[Skeletal landmark data]

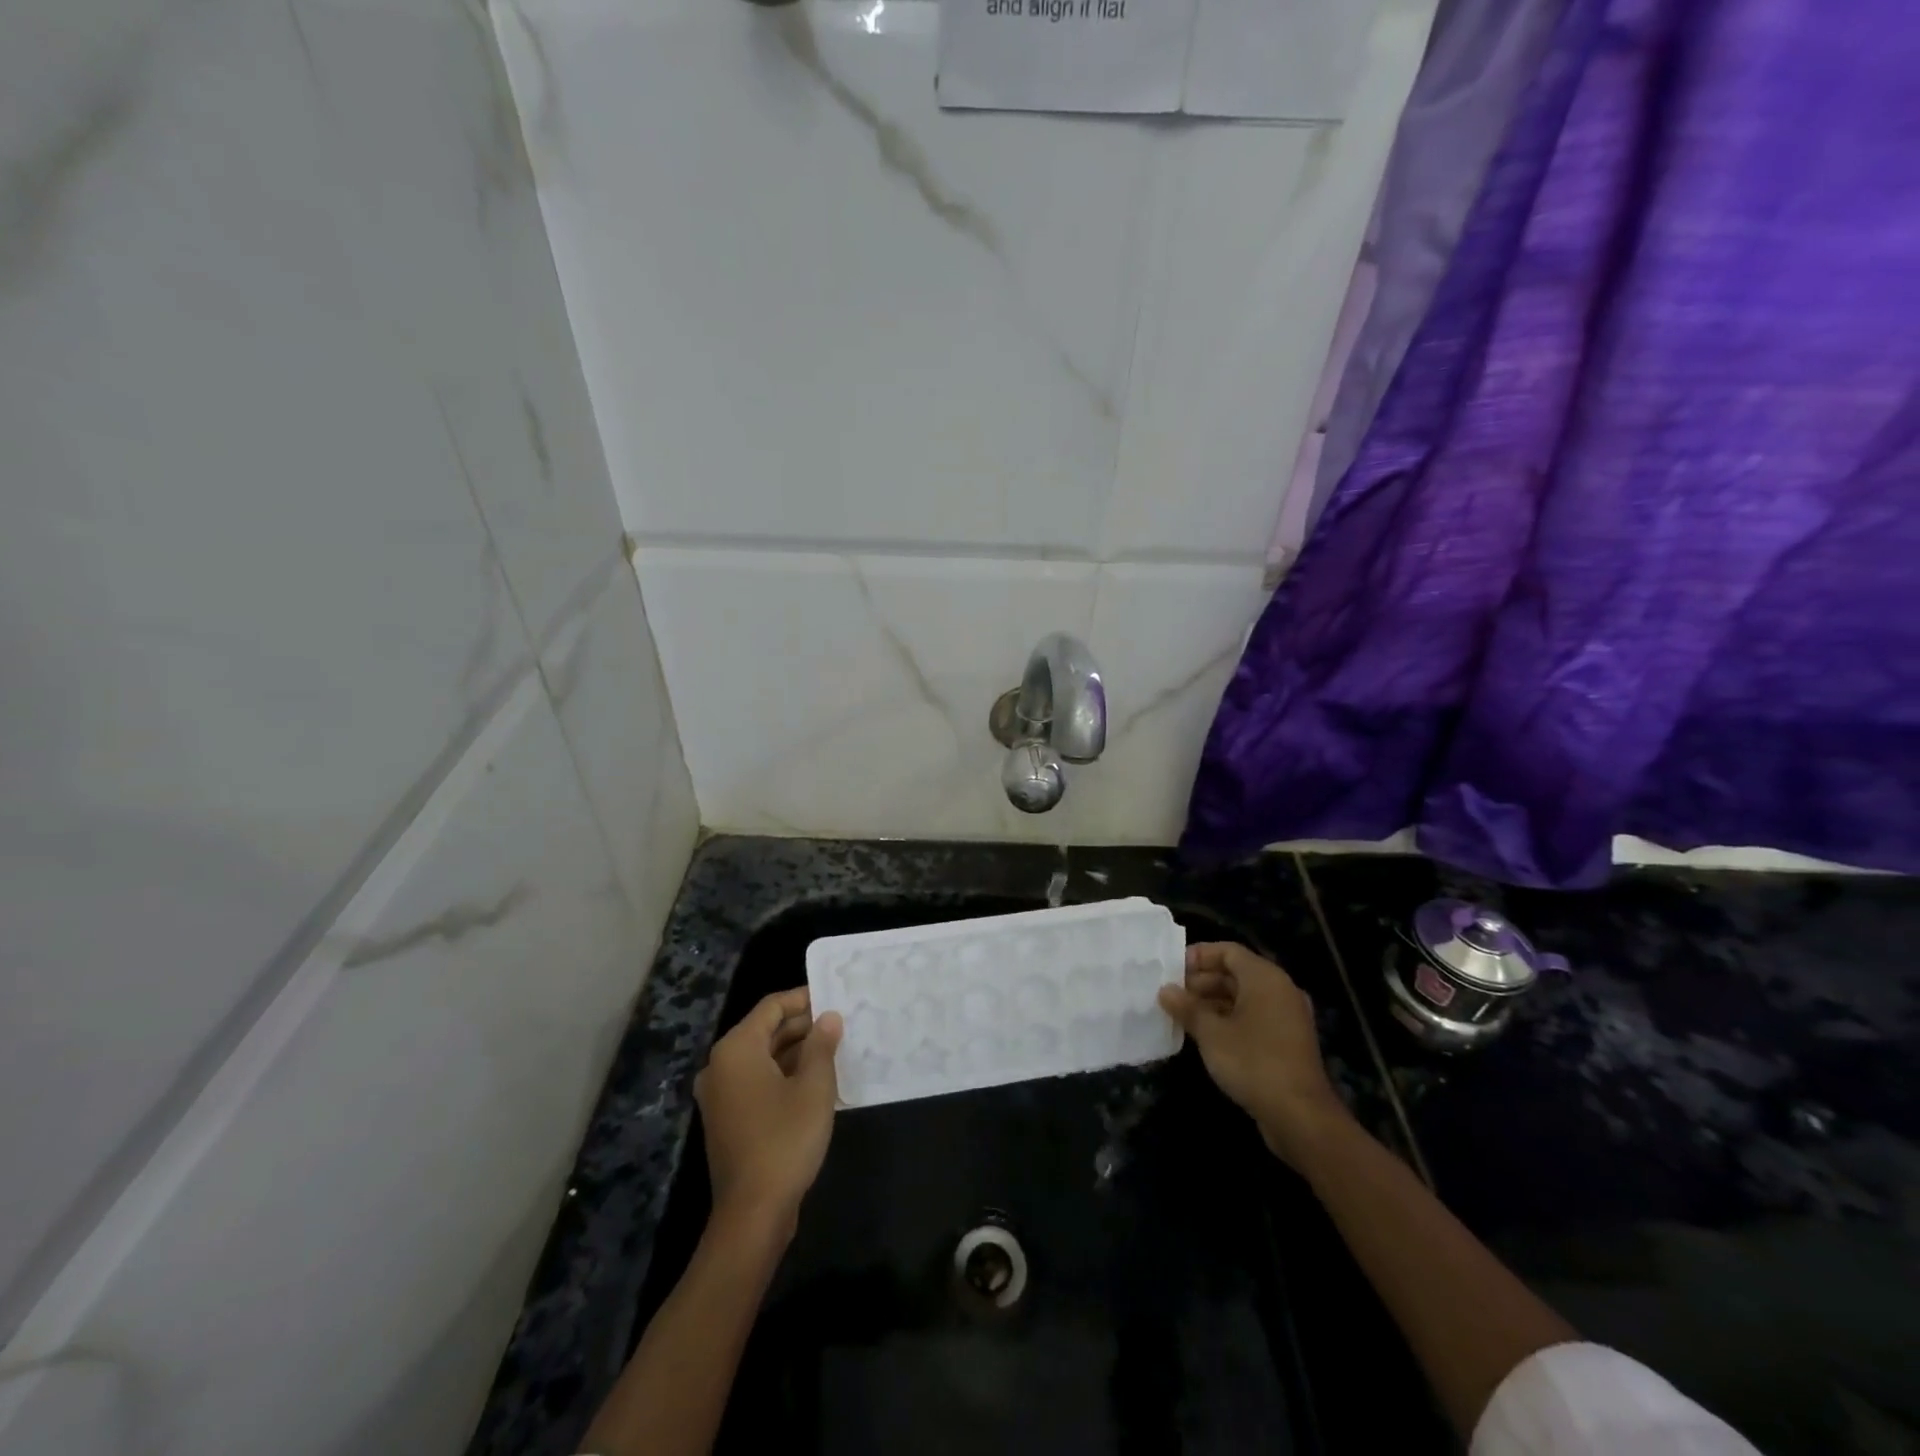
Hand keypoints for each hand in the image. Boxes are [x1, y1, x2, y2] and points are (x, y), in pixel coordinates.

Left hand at [695, 989, 842, 1233]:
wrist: (753, 1212)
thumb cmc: (785, 1139)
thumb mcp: (814, 1087)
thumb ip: (822, 1045)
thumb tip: (829, 1017)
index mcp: (736, 1049)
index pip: (771, 1007)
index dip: (803, 998)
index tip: (833, 997)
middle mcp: (721, 1066)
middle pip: (764, 1031)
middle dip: (802, 1026)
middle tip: (839, 1024)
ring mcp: (720, 1095)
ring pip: (762, 1057)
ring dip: (795, 1052)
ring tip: (833, 1050)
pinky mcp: (726, 1119)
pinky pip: (756, 1081)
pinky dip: (782, 1075)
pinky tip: (814, 1081)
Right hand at [1158, 943, 1350, 1168]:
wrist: (1300, 1116)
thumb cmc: (1253, 1062)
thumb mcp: (1211, 1033)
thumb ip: (1187, 1007)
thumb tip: (1165, 990)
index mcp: (1265, 978)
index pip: (1228, 951)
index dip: (1198, 956)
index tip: (1172, 970)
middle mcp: (1280, 990)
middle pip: (1236, 973)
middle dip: (1202, 981)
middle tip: (1172, 995)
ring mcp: (1287, 1017)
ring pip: (1244, 997)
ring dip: (1213, 1002)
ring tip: (1182, 1015)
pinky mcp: (1287, 1042)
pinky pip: (1253, 1017)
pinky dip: (1229, 1019)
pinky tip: (1205, 1035)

What is being asked:
Reproduce exactly the entries above, limited to the lines from the one with "wrist: (753, 1212)" through the one with "thumb mcp: (1211, 1033)", both included.

Result of this task:
wrist: (753, 1212)
thumb cmc: (785, 1139)
thumb mcp: (814, 1087)
thumb ip: (822, 1045)
thumb tip: (829, 1017)
index mcp: (736, 1049)
index pip: (771, 1007)
index dip: (803, 998)
index tip: (833, 997)
middle mcp: (721, 1066)
middle pip: (764, 1031)
middle dip: (802, 1026)
middle tip: (839, 1024)
ring mcp: (720, 1095)
ring pip: (762, 1057)
ring dip: (795, 1052)
ring tip: (833, 1050)
pinky mcp: (726, 1119)
pinky pip: (756, 1081)
pinky dip: (782, 1075)
pinky tip: (814, 1081)
Right hand at [1158, 943, 1350, 1168]:
wrist: (1300, 1116)
thumb cmc: (1253, 1062)
thumb mcp: (1211, 1033)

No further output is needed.